DavidS - Mar 14, 2005 9:35:26 am PST #7078 of 10002
"Look, son, if it's good enough for Shirley Bassey, it's good enough for you."

Like Hec, though, I believe in the public schools as a fundamental foundation of a the kind of society we want to have. And I think by starving and denigrating them, we're losing something so so important and I wish I had solutions instead of laments,

That seems articulate enough to me. Mind, I'm familiar with the particular circumstances behind homeschooling for AmyP (for whom it wasn't her first choice, but the best choice under the circumstances) and Lizard. Undoubtedly, everybody has their reasons.

(sidenote: Renoir: "There is only one great tragedy in this world - everybody has their reasons." I remember reading that when I was 12 and not being able to grasp it and still sensing there was something true in it.)

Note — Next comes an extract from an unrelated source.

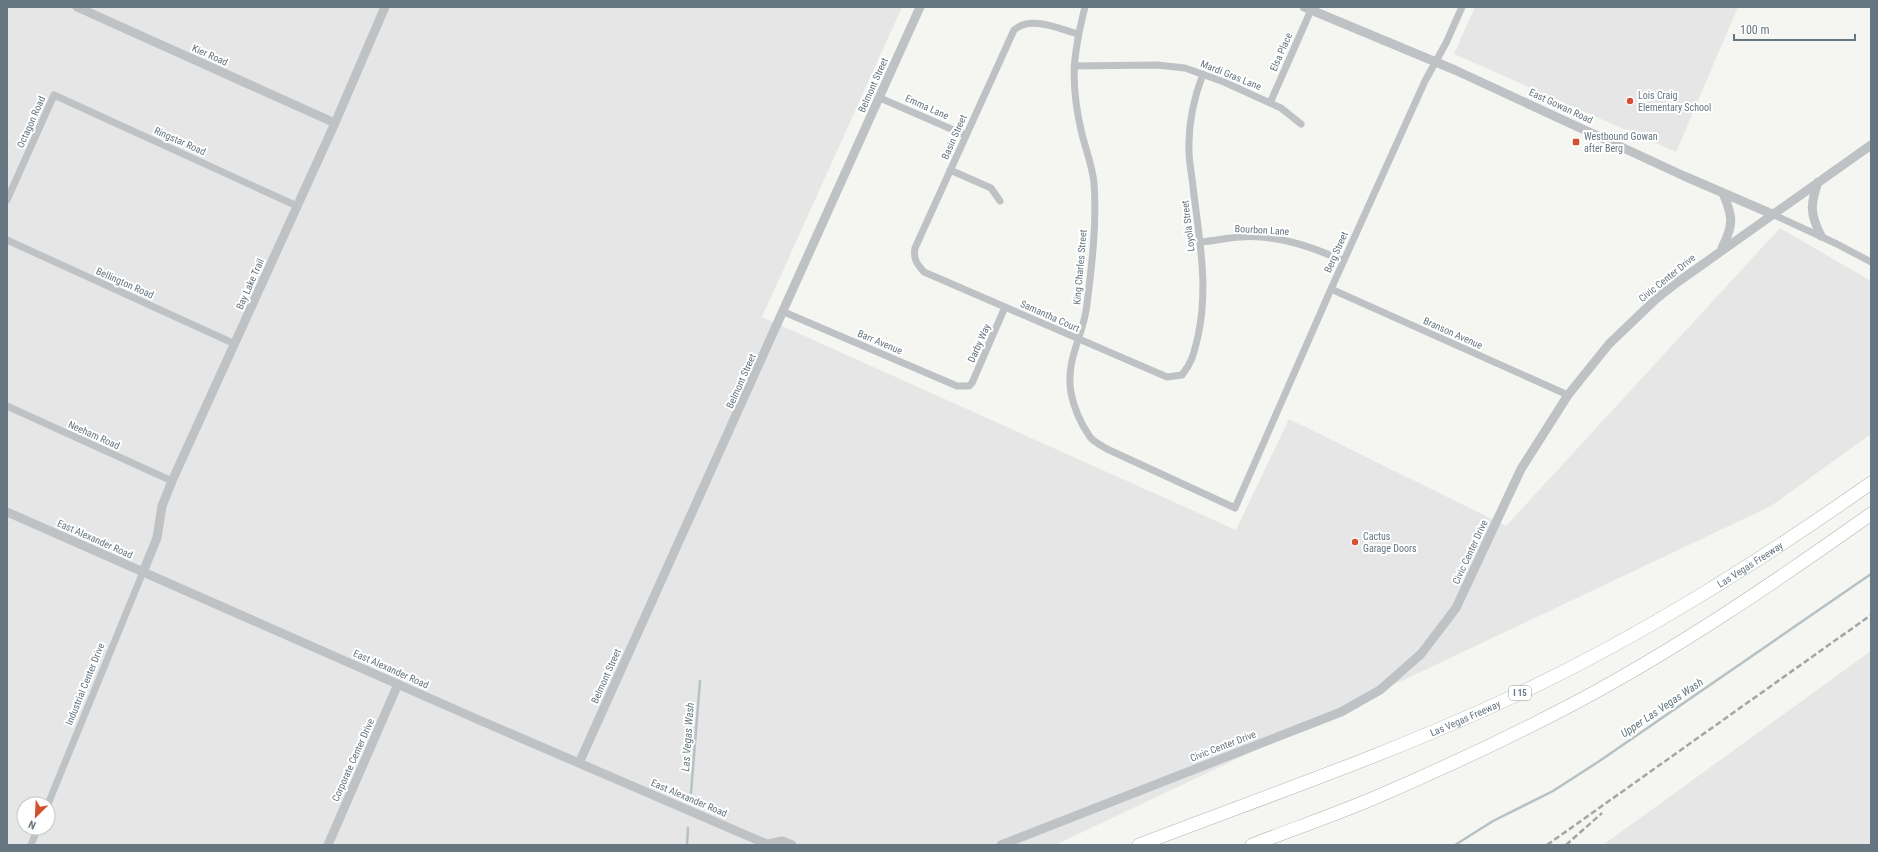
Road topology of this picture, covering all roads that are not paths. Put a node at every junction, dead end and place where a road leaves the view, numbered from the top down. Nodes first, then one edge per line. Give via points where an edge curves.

Aside from my faith that high quality public education is and should be the foundation of a democracy, I'm also opposed to home schooling as an example of what I consider Freak Ass Momism. Which is not a label I would apply to any individual (and certainly not anyone here), but the current cultural tendency to weirdly overvalue A Mother's Love and Only I Can Give My Child What It Needs etc. I think we're going through a cultural pendulum swing that's as distorted and out of whack as Victorian and Edwardian parenting was.

Again, I'm as big a fan of dedicated parents as you're going to find. I know what it requires and I appreciate it when I see it. So this isn't a comment on stay at home parenting, or making sacrifices for your children. I lived next door to a family that practiced hardcore attachment parenting and they were fine. I didn't agree with that philosophy, but I'm not talking about one particular approach or the level of devotion.

But there has been a cultural valuation (for a while now - ten to fifteen years or so now?) for one-on-one parenting which does a disservice to the child. I think children thrive with regular varied contact with other adults, teachers, kids of different ages. The vast majority of human culture has encouraged that. I think home schooling deprives children of absolutely necessary social skills, and even survival skills. You don't do them any favors by keeping them focused on a relationship with just one or two parents.


Daisy Jane - Mar 14, 2005 9:36:54 am PST #7079 of 10002
"This bar smells like kerosene and stripper tears."

Damn, how'd you work that?

Heh. See above clarification.

I had huge committment issues right up until a year into the marriage. One of the sweetest boyfriends I ever had, and I still adore him to death, was planning on marrying me once I graduated HS, and we would do the college thing together. Once I saw he was really planning that stuff I was gone. Even when Mr. H asked me to marry him, my answer wasn't "Yes" but "When!?!"


erikaj - Mar 14, 2005 9:44:35 am PST #7080 of 10002
Always Anti-fascist!

In some ways, homeschooling would have been better for me. Except for the part where either I, my brother, or my mother might not have survived. I guess it was worth it, to not. I went to a public school and I turned out...wait, what point was I making again?


DavidS - Mar 14, 2005 9:47:20 am PST #7081 of 10002
"Look, son, if it's good enough for Shirley Bassey, it's good enough for you."

and I turned out...

Snarky.


Allyson - Mar 14, 2005 9:48:26 am PST #7082 of 10002
Wait, is this real-world child support, where the money goes to buy food for the kids, or MRA fantasyland child support where the women just buy Ferraris and cocaine? -Jessica

ita, are you home today?


DavidS - Mar 14, 2005 9:51:51 am PST #7083 of 10002
"Look, son, if it's good enough for Shirley Bassey, it's good enough for you."

I will amend to specify that my "everybody has his reasons" quotation is not dismissive, but an acknowledgement. When it comes to parenting everybody makes their best call and there are times when it will be private school or home schooling and that was the best choice.

My gripe is with the presumed cultural value (which I see as prevalent) for one-on-one parenting that is so strong that it can't put it in context with socialization, common acculturation, democratic values, or even that there are times when on-one-one parenting is narcissistic and unhealthy.